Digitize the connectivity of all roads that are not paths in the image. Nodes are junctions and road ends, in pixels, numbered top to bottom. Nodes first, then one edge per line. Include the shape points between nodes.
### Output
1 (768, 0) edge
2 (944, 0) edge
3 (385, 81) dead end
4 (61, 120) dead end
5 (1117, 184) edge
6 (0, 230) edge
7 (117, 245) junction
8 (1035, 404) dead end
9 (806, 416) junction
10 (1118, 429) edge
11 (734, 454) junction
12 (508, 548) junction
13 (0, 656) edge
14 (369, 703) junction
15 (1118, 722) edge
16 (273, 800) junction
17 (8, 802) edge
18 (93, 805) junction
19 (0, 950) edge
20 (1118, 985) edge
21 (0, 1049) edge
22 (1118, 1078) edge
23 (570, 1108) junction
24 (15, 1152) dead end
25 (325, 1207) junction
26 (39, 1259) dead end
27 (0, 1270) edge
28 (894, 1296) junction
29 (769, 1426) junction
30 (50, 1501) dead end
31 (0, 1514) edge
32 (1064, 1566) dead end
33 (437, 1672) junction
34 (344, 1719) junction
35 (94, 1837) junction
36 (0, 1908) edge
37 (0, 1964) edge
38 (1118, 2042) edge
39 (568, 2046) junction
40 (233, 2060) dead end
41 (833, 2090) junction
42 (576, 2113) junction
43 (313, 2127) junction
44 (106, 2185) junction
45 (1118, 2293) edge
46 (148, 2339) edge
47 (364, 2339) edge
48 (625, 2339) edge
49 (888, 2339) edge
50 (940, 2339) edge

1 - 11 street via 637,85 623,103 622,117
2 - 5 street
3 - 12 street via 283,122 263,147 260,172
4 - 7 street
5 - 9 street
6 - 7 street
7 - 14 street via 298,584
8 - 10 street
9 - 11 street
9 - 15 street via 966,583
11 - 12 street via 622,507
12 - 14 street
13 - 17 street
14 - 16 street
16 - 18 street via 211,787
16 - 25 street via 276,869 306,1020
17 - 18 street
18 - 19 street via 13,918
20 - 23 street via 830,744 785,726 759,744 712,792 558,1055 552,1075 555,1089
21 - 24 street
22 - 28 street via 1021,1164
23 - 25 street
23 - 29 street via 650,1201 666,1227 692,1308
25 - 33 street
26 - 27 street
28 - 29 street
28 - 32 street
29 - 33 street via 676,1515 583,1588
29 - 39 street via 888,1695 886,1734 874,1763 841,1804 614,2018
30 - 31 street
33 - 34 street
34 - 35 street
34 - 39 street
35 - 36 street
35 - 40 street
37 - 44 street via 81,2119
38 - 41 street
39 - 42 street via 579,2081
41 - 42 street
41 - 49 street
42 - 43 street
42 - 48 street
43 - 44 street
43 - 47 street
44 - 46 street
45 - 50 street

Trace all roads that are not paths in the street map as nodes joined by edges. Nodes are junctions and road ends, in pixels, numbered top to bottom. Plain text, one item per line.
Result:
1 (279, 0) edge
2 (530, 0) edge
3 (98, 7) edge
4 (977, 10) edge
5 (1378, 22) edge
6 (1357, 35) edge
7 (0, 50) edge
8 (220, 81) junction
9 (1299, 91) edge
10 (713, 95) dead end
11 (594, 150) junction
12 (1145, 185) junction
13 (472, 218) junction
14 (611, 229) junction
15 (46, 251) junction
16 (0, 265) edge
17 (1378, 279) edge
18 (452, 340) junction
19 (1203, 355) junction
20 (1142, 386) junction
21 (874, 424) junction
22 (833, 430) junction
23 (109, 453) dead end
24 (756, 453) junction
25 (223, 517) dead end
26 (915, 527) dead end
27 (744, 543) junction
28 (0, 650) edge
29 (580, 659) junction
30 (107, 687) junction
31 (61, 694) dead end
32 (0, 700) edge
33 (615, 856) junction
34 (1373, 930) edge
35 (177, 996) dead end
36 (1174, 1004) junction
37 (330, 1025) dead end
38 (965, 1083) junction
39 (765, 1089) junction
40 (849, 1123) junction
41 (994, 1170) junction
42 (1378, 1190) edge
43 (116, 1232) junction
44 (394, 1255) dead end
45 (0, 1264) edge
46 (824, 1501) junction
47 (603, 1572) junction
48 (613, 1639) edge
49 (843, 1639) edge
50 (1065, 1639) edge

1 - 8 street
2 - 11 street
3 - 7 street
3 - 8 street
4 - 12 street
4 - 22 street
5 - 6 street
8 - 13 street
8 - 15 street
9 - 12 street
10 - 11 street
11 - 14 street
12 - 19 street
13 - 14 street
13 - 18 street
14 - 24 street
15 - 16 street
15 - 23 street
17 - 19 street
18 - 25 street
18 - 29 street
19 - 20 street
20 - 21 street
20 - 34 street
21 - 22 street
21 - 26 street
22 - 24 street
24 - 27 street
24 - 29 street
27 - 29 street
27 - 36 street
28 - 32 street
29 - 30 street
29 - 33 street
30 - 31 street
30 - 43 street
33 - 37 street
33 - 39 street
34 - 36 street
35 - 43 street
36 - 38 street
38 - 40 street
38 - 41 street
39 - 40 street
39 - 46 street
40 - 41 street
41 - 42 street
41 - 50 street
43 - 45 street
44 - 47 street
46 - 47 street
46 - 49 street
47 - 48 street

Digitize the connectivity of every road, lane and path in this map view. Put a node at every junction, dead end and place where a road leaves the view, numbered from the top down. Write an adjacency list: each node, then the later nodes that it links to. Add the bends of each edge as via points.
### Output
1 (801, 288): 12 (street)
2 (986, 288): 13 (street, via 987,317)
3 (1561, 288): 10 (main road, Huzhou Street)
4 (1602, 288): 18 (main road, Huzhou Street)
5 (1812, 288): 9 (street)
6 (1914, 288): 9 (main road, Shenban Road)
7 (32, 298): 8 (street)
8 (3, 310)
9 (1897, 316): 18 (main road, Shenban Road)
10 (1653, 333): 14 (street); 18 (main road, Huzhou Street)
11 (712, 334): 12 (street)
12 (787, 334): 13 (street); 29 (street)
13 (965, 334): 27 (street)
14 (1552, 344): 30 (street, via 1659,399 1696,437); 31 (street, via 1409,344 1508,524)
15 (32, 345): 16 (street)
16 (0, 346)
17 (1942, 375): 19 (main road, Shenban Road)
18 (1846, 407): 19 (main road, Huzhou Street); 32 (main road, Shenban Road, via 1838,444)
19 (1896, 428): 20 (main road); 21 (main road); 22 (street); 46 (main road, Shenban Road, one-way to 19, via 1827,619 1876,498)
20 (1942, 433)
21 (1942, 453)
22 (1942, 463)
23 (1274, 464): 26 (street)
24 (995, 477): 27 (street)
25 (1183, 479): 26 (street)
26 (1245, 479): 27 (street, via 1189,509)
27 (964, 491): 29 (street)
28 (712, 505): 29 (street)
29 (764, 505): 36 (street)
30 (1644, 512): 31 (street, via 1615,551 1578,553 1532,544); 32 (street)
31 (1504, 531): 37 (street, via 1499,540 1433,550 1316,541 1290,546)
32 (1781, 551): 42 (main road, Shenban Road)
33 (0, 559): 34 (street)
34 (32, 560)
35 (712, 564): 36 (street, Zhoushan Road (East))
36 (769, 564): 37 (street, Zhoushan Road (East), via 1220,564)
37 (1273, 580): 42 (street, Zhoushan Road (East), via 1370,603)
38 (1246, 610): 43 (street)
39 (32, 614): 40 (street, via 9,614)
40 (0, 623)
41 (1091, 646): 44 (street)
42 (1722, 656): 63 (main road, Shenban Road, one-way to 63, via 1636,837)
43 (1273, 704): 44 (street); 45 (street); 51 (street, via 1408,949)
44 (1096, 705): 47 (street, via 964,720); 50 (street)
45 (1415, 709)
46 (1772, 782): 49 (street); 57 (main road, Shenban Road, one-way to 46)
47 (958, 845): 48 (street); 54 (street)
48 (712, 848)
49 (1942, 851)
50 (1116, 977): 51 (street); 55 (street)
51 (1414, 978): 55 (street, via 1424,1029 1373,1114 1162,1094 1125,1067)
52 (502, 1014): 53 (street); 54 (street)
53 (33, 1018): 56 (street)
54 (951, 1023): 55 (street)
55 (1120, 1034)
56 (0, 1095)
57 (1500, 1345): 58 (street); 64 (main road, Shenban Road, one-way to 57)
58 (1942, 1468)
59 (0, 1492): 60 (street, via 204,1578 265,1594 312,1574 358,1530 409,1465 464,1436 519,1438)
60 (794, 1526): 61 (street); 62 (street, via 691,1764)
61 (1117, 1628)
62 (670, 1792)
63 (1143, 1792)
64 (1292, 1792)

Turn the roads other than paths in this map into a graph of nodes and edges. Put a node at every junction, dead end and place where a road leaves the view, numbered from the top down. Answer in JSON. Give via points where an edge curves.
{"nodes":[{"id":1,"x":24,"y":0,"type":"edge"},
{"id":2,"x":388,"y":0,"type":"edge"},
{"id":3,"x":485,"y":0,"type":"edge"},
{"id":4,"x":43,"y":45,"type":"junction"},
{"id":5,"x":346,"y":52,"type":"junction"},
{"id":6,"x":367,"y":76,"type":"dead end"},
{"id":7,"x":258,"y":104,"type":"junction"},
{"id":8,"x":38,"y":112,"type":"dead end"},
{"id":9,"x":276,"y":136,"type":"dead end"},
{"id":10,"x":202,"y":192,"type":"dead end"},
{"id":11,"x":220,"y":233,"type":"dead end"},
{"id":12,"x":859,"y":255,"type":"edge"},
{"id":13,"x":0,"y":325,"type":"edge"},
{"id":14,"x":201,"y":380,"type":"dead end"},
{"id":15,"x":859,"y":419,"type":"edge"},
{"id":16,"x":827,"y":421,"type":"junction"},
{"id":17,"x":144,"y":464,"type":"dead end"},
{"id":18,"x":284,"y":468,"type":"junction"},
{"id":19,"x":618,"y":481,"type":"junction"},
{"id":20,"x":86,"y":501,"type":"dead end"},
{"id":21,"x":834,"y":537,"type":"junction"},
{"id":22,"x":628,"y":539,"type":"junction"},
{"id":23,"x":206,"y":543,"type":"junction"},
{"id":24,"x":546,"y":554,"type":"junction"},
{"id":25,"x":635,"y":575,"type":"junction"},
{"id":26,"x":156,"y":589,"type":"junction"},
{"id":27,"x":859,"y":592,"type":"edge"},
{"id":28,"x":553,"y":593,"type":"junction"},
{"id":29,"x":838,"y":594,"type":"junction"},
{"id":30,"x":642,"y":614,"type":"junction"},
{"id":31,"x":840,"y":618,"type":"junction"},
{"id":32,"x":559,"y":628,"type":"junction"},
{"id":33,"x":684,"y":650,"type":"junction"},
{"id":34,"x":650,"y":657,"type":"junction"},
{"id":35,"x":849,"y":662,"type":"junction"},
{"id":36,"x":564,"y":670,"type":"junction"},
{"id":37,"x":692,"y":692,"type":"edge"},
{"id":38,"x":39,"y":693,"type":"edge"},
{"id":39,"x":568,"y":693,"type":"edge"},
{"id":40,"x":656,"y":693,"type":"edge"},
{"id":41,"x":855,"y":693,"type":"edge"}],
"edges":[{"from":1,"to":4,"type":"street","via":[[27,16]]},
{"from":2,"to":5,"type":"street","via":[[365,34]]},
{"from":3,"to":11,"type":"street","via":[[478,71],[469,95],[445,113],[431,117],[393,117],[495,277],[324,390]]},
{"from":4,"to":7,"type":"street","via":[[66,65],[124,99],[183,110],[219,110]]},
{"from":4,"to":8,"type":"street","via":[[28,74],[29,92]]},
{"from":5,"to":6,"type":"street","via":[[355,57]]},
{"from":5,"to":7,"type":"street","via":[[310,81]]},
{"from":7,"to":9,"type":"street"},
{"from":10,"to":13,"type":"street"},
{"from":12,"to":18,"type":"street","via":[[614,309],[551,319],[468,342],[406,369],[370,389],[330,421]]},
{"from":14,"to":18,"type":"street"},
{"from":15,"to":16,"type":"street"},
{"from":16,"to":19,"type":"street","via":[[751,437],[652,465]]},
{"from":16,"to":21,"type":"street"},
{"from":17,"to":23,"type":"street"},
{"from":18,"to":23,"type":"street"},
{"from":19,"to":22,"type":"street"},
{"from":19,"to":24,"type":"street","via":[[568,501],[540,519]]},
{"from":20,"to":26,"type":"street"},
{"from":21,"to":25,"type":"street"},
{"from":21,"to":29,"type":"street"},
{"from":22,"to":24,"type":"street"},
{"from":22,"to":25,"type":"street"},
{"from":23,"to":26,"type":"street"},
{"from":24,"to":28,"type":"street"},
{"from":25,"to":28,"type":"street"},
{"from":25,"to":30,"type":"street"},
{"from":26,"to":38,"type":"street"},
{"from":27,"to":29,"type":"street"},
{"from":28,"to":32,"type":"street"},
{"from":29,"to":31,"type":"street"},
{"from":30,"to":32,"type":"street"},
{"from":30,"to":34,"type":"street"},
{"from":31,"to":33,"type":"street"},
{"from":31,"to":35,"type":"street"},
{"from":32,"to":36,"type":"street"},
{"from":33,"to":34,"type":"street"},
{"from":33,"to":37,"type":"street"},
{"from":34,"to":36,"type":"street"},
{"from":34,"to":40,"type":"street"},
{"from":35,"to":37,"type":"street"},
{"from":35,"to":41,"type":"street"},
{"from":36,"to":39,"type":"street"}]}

• Required work
Give every line of the material that includes the string "paths".

• Final answer
Digitize the connectivity of all roads that are not paths in the image. Nodes are junctions and road ends, in pixels, numbered top to bottom. Nodes first, then one edge per line. Include the shape points between nodes.
Trace all roads that are not paths in the street map as nodes joined by edges. Nodes are junctions and road ends, in pixels, numbered top to bottom. Plain text, one item per line.
Turn the roads other than paths in this map into a graph of nodes and edges. Put a node at every junction, dead end and place where a road leaves the view, numbered from the top down. Answer in JSON. Give via points where an edge curves.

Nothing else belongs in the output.